Noblesville West shooter to be sent to IDOC juvenile detention center until he’s 18

Colts’ offense, Andrew Luck ‘create a seed of doubt’ with shared approach

SEATTLE, WA - AUGUST 09: Quarterback Andrew Luck #12 of the Indianapolis Colts warms up prior to the game against the Seattle Seahawks at CenturyLink Field on August 9, 2018 in Seattle, Washington. (Photo by Otto Greule Jr/Getty Images)

INDIANAPOLIS, Ind. – And you thought the NFL was complicated with its pre-snap checks and audibles; defensive loops, twists and stunts; zone and press coverages; and on and on and on.

Sometimes, it’s best to dummy it down.

One of the fundamentals that has served Andrew Luck so well during his Comeback Tour?

“You throw the ball to the open guy,’’ he said Wednesday. “You try not to make it too complicated.’’

Quarterbacks operate in a chaotic environment. While they’re going through their progressions, angry men with bad intentions are bearing down.

“Things get a little stressful,’’ Luck admitted with a smile, “and you sit back, ‘Uh, just throw it to the open guy. Don’t overthink it. Keep it simple.’’’

And that’s been the beauty of Frank Reich’s offense through the first half of the season. It’s a system that, at its core, utilizes every available body on game day. It features multiple formations and a variety personnel groupings.

“We’re always looking to create a seed of doubt, keep people off balance,’’ he said.

It’s hard to imagine the scheme being more efficient, and that’s especially true over the past five games. During that stretch, the Luck-led offense has averaged 34 points and 436 yards per game. It’s converted 54.2 percent of its third-down situations and scored 16 touchdowns on 22 red-zone trips.

In keeping with the spread-it-around theme, those 16 red-zone TDs have been spread among nine different players.

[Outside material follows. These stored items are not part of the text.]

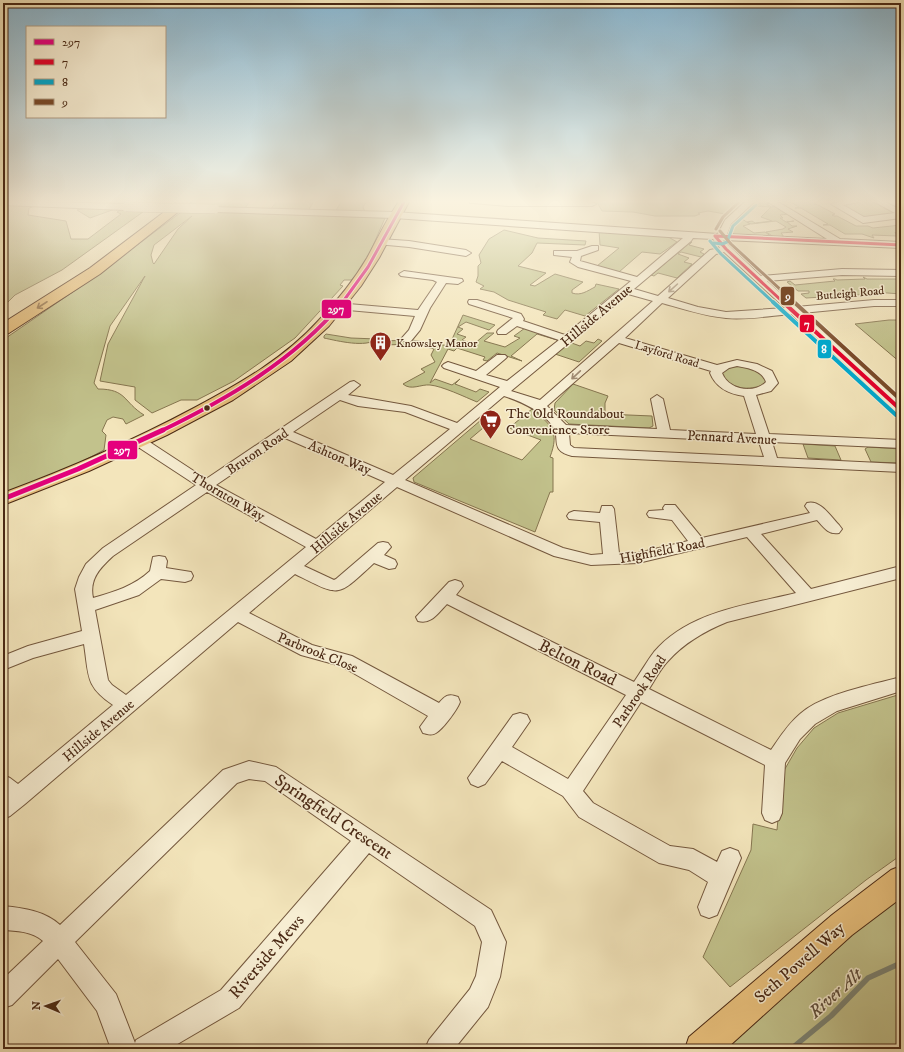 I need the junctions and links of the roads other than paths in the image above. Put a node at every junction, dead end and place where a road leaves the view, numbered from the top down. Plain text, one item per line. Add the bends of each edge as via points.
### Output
1 (108, 249) edge
2 (123, 249) edge
3 (376, 249) edge
4 (434, 249) edge
5 (593, 249) edge
6 (676, 249) edge
7 (726, 249) joint
8 (557, 253) dead end
9 (459, 254) dead end
10 (577, 255) junction
11 (901, 273) edge
12 (758, 278) junction
13 (442, 280) junction
14 (638, 280) junction
15 (458, 281) dead end
16 (398, 284) dead end
17 (626, 290) junction
18 (660, 299) junction
19 (473, 302) dead end
20 (901, 303) edge
21 (338, 306) junction
22 (794, 311) junction
23 (423, 314) junction
24 (3, 317) edge
25 (516, 322) junction
26 (3, 330) edge
27 (502, 332) dead end
28 (412, 338) dead end
29 (568, 339) junction
30 (617, 339) junction
31 (501, 357) dead end
32 (448, 365) dead end
33 (718, 369) junction
34 (478, 375) junction
35 (354, 385) dead end
36 (506, 389) junction
37 (749, 392) junction
38 (338, 396) junction
39 (657, 399) dead end
40 (539, 405) junction
41 (901, 410) edge
42 (460, 428) junction
43 (562, 429) junction
44 (284, 433) junction
45 (664, 433) junction
46 (764, 438) junction
47 (140, 442) junction
48 (901, 444) edge
49 (772, 462) junction
50 (901, 468) edge
51 (396, 481) junction
52 (205, 485) junction
53 (3, 499) edge
54 (654, 514) dead end
55 (574, 516) dead end
56 (834, 529) dead end
57 (751, 532) junction
58 (698, 544) junction
59 (317, 546) junction
60 (612, 560) junction
61 (390, 564) dead end
62 (293, 567) junction
63 (901, 572) edge
64 (185, 576) dead end
65 (808, 596) junction
66 (87, 606) junction
67 (237, 614) junction
68 (424, 617) dead end
69 (91, 636) junction
70 (3, 663) edge
71 (901, 684) edge
72 (637, 691) junction
73 (127, 705) junction
74 (441, 714) dead end
75 (520, 721) dead end
76 (500, 750) junction
77 (775, 761) junction
78 (478, 778) dead end
79 (570, 790) junction
80 (8, 797) edge
81 (772, 813) dead end
82 (367, 839) junction
83 (901, 880) edge
84 (710, 907) dead end
85 (3, 918) edge
86 (60, 942) junction
87 (3, 996) edge
88 (124, 1049) edge
89 (145, 1049) edge
90 (438, 1049) edge
91 (701, 1049) edge

1 - 24 highway via 82,269
2 -> 26 highway via 95,271
3 - 21 main road via 365,271
4 - 9 street
5 - 10 street
6 - 14 street, Hillside Avenue
7 - 12 street
7 -> 18 street via 713,252
8 - 10 street
10 - 14 street via 575,262 581,265
11 - 12 street via 835,272
12 - 22 street
13 - 15 street
13 - 16 street via 407,269
13 - 23 street
14 - 17 street, Hillside Avenue
17 - 18 street, Butleigh Road
17 - 29 street, Hillside Avenue
18 - 22 street, Butleigh Road via 726,320
18 - 30 street
19 - 25 street via 517,316 519,319
20 - 22 street, Butleigh Road via 874,303
21 - 23 street
21 - 47 main road via 307,340 277,364 237,390
22 - 41 street
23 - 28 street
25 - 27 street
25 - 29 street
29 - 36 street, Hillside Avenue
30 - 33 street, Layford Road
30 -> 40 street
31 - 34 street
32 - 34 street
33 - 37 street, Layford Road via 716,373 719,382 732,389
33 - 37 street, Layford Road via 729,364 746,364 762,370 772,378 772,383 765,390
34 - 36 street
35 - 38 street, Bruton Road
36 - 40 street
36 - 42 street, Hillside Avenue
37 - 46 street
38 - 42 street via 358,402 407,409
38 - 44 street, Bruton Road
39 - 45 street
40 - 43 street
42 - 51 street, Hillside Avenue
43 - 45 street, Pennard Avenue
43 - 49 street, Pennard Avenue via 563,448 566,451
44 - 51 street, Ashton Way
44 - 52 street, Bruton Road
45 - 46 street, Pennard Avenue
46 - 48 street, Pennard Avenue
46 - 49 street
47 - 52 street, Thornton Way
47 - 53 main road via 78,470
49 - 50 street, Pennard Avenue
51 - 59 street, Hillside Avenue
51 - 60 street, Highfield Road via 559,552 591,560
52 - 59 street, Thornton Way
52 - 66 street, Bruton Road via 95,563 86,576 83,589
54 - 58 street via 673,512
55 - 60 street via 607,514
56 - 57 street, Highfield Road via 816,511
57 - 58 street, Highfield Road
57 - 65 street
58 - 60 street, Highfield Road via 638,558
59 - 62 street, Hillside Avenue
61 - 62 street via 378,551 341,584 332,586
62 - 67 street, Hillside Avenue
63 - 65 street, Parbrook Road
64 - 66 street via 159,567 141,588
65 - 72 street, Parbrook Road via 702,625 661,656
66 - 69 street, Bruton Road
67 - 73 street, Hillside Avenue
67 - 74 street, Parbrook Close via 307,650 346,661
68 - 72 street, Belton Road via 450,591
69 - 70 street via 28,653
69 - 73 street, Bruton Road via 99,682 105,690
71 - 77 street via 831,705 808,718 793,734
72 - 77 street, Belton Road
72 - 79 street, Parbrook Road via 578,783
73 - 80 street, Hillside Avenue
75 - 76 street
76 - 78 street
76 - 79 street
77 - 81 street
79 - 84 street via 586,810 667,856 726,868
82 - 86 street, Springfield Crescent via 269,773 249,770 230,776
82 - 89 street, Riverside Mews via 230,999
82 - 90 street, Springfield Crescent via 483,918 494,942 488,977 479,998
83 - 91 main road, Seth Powell Way via 842,925
85 - 86 street via 24,920 45,927
86 - 87 street, Springfield Crescent
86 - 88 street via 107,1003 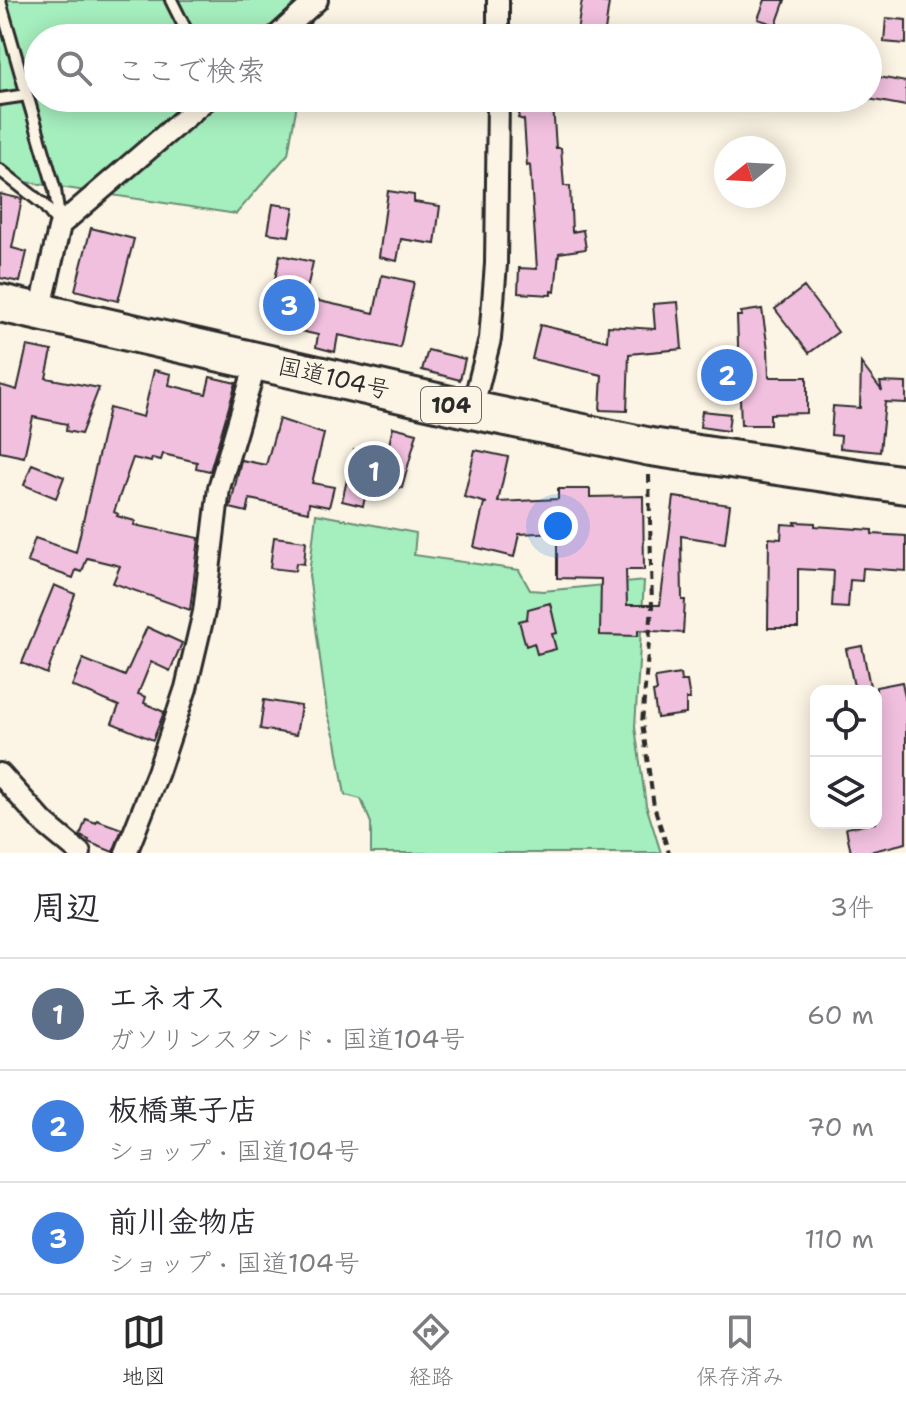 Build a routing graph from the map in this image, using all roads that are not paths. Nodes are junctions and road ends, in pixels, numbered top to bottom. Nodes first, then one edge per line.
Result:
1 (171, 0) edge
2 (317, 0) edge
3 (498, 0) edge
4 (0, 1) edge
5 (183, 24) edge
6 (290, 24) edge
7 (498, 24) edge
8 (24, 85) edge
9 (24, 95) edge
10 (0, 99) edge
11 (32, 112) edge
12 (192, 112) edge
13 (498, 112) edge
14 (0, 170) edge
15 (60, 225) junction
16 (0, 303) edge
17 (40, 312) junction
18 (257, 360) junction
19 (472, 410) junction
20 (906, 485) edge
21 (0, 774) edge
22 (80, 853) edge
23 (126, 853) edge

1 - 5 lane
2 - 6 street
3 - 7 street
4 - 8 lane
9 - 10 lane
11 - 15 lane
12 - 15 street
13 - 19 street
14 - 15 lane
15 - 17 street
16 - 17 highway, 国道104号 / 104
17 - 18 highway, 国道104号 / 104
18 - 19 highway, 国道104号 / 104
18 - 23 street
19 - 20 highway, 国道104号 / 104
21 - 22 street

Again, that’s a fundamental tenet of Reich’s offense: more is better. Keep in mind he was coordinator of a Philadelphia offense last season that pulled off a rarity. The Eagles were the first team since the 2003 New England Patriots to reach the Super Bowl without a 1,000-yard rusher OR a 1,000-yard receiver.

At the season’s midpoint, Luck has been adept at getting and keeping everyone – absolutely everyone – involved. A quick by-the-numbers look:

  • 11. Players on the business end of at least one of Luck’s 23 touchdown passes. That already is a franchise record and tied for the third-most in NFL history. Atlanta’s Matt Ryan went to 13 different targets when he racked up his career-high 38 TDs in 2016. Tampa Bay’s Brad Johnson (2003) and New England’s Tom Brady (2005) delivered TDs to 12 players. When Peyton Manning tossed a then-league record 49 in ’04, they were spread among just six players.
  •  15. Players with at least one reception. That’s the most since Luck involved 16 in 2012, his rookie season. The team record: 20 in 1987.
  • 12 and 62. Tight ends have caught 12 TDs, most in the NFL, and 62 passes, second-most. In the 42-28 win at Oakland before the bye, three tight ends – Mo Alie-Cox, Eric Ebron and Jack Doyle – caught TDs in the same game for the first time in the league’s Super Bowl era.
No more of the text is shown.